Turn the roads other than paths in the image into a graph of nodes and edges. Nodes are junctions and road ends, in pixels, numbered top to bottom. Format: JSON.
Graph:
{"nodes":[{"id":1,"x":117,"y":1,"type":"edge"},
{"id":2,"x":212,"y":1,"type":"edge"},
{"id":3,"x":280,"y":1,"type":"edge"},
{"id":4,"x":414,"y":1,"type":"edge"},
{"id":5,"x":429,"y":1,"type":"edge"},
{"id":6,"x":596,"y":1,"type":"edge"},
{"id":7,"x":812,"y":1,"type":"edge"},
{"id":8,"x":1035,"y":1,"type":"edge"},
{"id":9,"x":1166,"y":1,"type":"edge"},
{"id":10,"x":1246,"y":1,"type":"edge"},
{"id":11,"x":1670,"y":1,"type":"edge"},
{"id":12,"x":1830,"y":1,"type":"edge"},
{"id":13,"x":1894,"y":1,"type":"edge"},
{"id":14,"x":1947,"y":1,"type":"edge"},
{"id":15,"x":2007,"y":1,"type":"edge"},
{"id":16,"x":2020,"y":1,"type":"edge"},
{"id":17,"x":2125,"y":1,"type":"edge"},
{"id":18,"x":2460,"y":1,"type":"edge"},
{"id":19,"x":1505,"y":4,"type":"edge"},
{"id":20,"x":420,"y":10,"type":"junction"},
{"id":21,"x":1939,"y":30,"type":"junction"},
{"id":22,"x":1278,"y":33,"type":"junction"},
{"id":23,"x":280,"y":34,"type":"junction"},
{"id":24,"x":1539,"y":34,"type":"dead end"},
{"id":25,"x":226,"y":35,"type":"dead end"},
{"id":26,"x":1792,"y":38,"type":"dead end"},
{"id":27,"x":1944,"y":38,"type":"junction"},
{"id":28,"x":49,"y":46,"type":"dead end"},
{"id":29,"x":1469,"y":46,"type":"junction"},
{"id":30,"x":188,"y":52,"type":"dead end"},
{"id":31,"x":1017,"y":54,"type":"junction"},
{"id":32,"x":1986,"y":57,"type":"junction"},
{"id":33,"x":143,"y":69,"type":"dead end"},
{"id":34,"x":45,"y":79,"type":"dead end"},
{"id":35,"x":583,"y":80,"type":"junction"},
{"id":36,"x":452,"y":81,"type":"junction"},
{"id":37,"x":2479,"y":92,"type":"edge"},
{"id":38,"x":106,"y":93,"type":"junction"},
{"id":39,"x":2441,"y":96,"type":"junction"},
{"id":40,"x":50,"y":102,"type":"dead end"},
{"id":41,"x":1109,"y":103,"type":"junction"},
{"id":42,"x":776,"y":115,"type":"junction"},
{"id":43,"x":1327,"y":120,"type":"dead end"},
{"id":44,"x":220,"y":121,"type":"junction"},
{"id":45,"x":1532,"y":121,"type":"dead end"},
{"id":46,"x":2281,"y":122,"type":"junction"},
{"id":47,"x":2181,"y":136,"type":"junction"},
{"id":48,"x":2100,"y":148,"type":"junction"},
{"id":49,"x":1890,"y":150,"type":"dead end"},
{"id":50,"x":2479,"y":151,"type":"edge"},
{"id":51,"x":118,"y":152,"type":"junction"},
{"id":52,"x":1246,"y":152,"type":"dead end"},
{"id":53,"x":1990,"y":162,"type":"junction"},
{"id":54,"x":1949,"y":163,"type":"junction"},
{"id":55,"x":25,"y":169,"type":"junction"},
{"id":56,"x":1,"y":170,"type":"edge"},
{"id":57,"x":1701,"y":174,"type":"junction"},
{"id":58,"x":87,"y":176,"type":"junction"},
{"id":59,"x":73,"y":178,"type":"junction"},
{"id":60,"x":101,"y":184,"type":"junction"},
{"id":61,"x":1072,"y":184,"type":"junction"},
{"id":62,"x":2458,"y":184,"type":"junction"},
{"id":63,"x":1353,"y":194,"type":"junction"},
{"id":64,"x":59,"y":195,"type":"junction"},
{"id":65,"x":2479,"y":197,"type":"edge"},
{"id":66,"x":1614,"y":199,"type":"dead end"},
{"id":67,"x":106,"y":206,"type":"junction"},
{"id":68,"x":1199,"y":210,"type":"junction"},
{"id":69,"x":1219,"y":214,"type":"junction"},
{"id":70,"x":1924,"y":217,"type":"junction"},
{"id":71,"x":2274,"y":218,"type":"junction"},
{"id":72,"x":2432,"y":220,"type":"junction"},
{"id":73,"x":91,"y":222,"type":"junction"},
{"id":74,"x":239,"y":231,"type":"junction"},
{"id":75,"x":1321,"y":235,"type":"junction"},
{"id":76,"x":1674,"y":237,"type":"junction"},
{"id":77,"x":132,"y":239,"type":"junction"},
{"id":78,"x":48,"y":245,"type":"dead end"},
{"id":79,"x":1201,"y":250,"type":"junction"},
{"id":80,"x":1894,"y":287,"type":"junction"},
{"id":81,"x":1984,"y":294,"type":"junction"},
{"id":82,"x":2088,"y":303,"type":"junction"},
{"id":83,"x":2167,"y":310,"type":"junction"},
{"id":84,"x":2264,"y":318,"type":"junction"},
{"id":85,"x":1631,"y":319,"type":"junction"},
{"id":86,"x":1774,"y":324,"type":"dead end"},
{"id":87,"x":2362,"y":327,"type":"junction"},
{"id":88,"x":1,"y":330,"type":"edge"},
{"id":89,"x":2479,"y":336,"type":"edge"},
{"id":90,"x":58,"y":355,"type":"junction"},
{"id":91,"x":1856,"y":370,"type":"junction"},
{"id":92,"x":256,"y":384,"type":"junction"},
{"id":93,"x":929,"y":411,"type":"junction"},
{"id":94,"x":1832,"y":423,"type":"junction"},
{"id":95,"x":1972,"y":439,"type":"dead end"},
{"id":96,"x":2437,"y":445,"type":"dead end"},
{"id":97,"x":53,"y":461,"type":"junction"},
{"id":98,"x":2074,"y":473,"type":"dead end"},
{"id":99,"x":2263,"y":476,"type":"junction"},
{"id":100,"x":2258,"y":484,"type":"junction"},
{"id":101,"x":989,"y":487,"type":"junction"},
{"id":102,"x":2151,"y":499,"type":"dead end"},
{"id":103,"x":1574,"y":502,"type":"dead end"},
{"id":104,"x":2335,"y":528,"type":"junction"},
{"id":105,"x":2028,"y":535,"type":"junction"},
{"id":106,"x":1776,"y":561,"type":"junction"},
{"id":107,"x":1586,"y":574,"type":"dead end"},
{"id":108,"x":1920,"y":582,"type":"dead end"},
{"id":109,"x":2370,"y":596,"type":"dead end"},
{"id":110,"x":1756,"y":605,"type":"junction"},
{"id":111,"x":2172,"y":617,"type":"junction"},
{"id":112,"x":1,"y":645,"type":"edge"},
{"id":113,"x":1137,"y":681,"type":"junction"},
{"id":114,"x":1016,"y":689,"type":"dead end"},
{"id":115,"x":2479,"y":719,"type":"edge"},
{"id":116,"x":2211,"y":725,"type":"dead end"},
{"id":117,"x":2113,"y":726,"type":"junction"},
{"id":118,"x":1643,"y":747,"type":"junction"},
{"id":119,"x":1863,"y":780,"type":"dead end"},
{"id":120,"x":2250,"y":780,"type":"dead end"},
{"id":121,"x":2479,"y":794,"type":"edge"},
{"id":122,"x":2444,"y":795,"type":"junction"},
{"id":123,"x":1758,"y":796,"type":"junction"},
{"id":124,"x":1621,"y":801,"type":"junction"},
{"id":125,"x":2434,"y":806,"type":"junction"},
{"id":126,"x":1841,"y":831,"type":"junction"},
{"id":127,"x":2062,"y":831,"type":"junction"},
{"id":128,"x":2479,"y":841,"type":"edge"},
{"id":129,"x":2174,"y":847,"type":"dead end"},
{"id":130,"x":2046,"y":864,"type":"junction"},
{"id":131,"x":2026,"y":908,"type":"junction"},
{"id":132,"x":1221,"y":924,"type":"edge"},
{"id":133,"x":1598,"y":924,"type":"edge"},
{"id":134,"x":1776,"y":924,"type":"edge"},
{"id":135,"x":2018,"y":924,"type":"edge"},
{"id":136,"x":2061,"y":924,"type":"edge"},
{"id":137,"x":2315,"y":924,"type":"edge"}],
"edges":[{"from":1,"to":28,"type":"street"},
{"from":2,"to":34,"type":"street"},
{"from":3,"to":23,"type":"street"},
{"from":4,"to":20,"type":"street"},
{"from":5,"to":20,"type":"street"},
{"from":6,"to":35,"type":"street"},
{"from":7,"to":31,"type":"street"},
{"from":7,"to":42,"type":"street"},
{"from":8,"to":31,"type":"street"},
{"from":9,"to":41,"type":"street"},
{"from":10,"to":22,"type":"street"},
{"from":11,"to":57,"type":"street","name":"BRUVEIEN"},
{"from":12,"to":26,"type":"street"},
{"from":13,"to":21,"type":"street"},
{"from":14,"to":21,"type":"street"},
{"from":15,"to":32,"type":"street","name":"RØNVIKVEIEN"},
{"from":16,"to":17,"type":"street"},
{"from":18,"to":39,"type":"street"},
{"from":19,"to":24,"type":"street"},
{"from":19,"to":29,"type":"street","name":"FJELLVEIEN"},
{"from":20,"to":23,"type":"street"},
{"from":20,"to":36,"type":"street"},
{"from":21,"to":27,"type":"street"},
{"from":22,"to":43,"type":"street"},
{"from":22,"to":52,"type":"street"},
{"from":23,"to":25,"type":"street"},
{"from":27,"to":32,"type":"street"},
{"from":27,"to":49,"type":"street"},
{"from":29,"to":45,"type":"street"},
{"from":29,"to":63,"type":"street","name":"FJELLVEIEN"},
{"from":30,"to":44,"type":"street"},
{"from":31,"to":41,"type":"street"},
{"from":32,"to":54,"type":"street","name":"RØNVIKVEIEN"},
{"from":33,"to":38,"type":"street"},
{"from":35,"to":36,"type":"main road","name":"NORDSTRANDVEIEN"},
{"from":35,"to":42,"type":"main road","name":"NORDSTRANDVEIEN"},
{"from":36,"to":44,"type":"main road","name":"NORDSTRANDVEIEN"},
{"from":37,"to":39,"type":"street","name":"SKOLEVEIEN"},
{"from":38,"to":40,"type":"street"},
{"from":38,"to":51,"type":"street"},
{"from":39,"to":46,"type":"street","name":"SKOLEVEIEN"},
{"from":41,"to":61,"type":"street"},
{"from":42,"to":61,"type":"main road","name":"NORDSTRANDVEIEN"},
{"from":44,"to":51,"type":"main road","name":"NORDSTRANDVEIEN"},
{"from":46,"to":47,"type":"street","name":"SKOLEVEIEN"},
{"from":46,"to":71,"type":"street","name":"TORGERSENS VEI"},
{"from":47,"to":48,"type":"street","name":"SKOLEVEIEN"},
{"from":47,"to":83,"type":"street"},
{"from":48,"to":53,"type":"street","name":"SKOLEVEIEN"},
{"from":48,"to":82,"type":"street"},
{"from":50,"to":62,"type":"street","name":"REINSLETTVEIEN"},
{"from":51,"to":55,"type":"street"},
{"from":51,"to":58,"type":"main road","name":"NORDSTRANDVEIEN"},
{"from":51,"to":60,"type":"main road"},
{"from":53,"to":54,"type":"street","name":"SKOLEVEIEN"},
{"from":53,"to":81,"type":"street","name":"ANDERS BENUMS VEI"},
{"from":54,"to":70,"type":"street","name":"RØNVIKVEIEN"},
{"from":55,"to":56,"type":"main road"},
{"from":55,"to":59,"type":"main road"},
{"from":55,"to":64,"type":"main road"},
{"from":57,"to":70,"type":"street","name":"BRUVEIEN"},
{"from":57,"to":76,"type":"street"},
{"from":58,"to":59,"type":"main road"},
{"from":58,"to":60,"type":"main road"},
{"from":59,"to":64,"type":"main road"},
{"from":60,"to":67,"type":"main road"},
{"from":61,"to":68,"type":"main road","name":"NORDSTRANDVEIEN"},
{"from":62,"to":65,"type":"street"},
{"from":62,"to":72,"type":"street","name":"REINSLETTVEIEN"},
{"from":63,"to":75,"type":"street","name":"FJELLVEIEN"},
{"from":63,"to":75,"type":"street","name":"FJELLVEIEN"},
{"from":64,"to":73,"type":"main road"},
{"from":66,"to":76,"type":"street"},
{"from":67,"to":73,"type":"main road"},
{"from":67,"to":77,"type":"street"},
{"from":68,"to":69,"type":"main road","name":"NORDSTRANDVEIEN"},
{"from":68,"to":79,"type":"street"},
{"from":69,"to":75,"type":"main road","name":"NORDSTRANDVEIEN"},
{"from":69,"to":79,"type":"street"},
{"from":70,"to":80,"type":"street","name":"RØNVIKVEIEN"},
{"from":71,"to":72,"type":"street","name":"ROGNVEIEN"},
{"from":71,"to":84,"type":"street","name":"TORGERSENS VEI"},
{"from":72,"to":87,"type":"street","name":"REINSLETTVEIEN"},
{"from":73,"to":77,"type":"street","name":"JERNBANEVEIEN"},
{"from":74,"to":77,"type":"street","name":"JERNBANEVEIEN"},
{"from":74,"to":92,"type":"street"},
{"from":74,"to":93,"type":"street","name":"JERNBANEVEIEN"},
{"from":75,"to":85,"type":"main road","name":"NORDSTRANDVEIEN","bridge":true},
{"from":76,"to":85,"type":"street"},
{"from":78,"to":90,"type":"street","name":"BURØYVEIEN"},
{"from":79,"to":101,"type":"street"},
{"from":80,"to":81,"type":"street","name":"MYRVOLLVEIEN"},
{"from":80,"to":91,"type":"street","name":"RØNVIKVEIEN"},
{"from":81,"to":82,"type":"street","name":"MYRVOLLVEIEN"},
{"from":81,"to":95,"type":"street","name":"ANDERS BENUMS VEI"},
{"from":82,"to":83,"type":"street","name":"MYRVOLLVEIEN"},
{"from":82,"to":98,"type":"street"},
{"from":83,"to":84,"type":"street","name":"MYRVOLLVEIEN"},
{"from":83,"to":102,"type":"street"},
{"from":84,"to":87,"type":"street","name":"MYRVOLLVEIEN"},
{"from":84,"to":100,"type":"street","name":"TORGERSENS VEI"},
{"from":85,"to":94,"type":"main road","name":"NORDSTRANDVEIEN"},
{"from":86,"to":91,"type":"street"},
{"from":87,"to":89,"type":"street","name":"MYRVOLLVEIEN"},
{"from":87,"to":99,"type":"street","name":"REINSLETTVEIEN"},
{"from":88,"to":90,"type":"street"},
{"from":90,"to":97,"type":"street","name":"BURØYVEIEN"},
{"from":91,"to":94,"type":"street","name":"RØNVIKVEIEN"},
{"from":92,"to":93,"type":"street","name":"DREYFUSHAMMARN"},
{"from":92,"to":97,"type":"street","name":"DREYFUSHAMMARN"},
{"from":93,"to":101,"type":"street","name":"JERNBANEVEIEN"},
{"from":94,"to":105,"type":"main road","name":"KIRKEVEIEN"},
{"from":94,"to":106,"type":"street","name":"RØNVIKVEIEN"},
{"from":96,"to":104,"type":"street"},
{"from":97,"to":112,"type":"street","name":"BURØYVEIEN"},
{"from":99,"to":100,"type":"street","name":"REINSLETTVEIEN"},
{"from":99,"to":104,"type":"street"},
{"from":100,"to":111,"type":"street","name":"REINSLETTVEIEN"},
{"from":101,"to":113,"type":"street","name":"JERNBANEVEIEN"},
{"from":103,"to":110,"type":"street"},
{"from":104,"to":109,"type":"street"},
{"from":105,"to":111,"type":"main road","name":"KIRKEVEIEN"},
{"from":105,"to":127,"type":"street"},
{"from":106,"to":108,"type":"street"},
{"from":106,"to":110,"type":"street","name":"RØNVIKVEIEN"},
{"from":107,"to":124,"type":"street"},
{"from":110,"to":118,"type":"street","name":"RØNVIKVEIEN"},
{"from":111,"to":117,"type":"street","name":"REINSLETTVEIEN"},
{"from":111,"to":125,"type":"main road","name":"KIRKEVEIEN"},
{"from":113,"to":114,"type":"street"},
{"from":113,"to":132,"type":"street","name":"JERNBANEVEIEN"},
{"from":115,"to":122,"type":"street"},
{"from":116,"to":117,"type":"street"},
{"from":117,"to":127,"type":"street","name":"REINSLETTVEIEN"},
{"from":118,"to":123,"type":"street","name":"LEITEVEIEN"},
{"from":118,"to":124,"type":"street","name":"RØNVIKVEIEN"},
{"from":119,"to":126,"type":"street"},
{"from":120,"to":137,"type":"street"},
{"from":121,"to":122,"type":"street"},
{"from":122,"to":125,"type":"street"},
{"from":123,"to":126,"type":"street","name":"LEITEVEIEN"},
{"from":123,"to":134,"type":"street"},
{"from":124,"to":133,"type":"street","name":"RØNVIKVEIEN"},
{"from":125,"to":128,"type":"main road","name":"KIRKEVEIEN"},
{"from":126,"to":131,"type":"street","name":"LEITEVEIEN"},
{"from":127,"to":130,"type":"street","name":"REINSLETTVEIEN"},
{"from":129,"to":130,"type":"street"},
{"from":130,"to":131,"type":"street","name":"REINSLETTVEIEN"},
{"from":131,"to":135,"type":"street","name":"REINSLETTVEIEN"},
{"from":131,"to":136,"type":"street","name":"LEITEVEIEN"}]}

----------

> **What is required**:
Check each line of the data above for the string "NORDSTRANDVEIEN", and copy the ones that have it.

> **Result for this exercise**:
{"from":35,"to":36,"type":"main road","name":"NORDSTRANDVEIEN"},
{"from":35,"to":42,"type":"main road","name":"NORDSTRANDVEIEN"},
{"from":36,"to":44,"type":"main road","name":"NORDSTRANDVEIEN"},
{"from":42,"to":61,"type":"main road","name":"NORDSTRANDVEIEN"},
{"from":44,"to":51,"type":"main road","name":"NORDSTRANDVEIEN"},
{"from":51,"to":58,"type":"main road","name":"NORDSTRANDVEIEN"},
{"from":61,"to":68,"type":"main road","name":"NORDSTRANDVEIEN"},
{"from":68,"to":69,"type":"main road","name":"NORDSTRANDVEIEN"},
{"from":69,"to":75,"type":"main road","name":"NORDSTRANDVEIEN"},
{"from":75,"to":85,"type":"main road","name":"NORDSTRANDVEIEN","bridge":true},
{"from":85,"to":94,"type":"main road","name":"NORDSTRANDVEIEN"},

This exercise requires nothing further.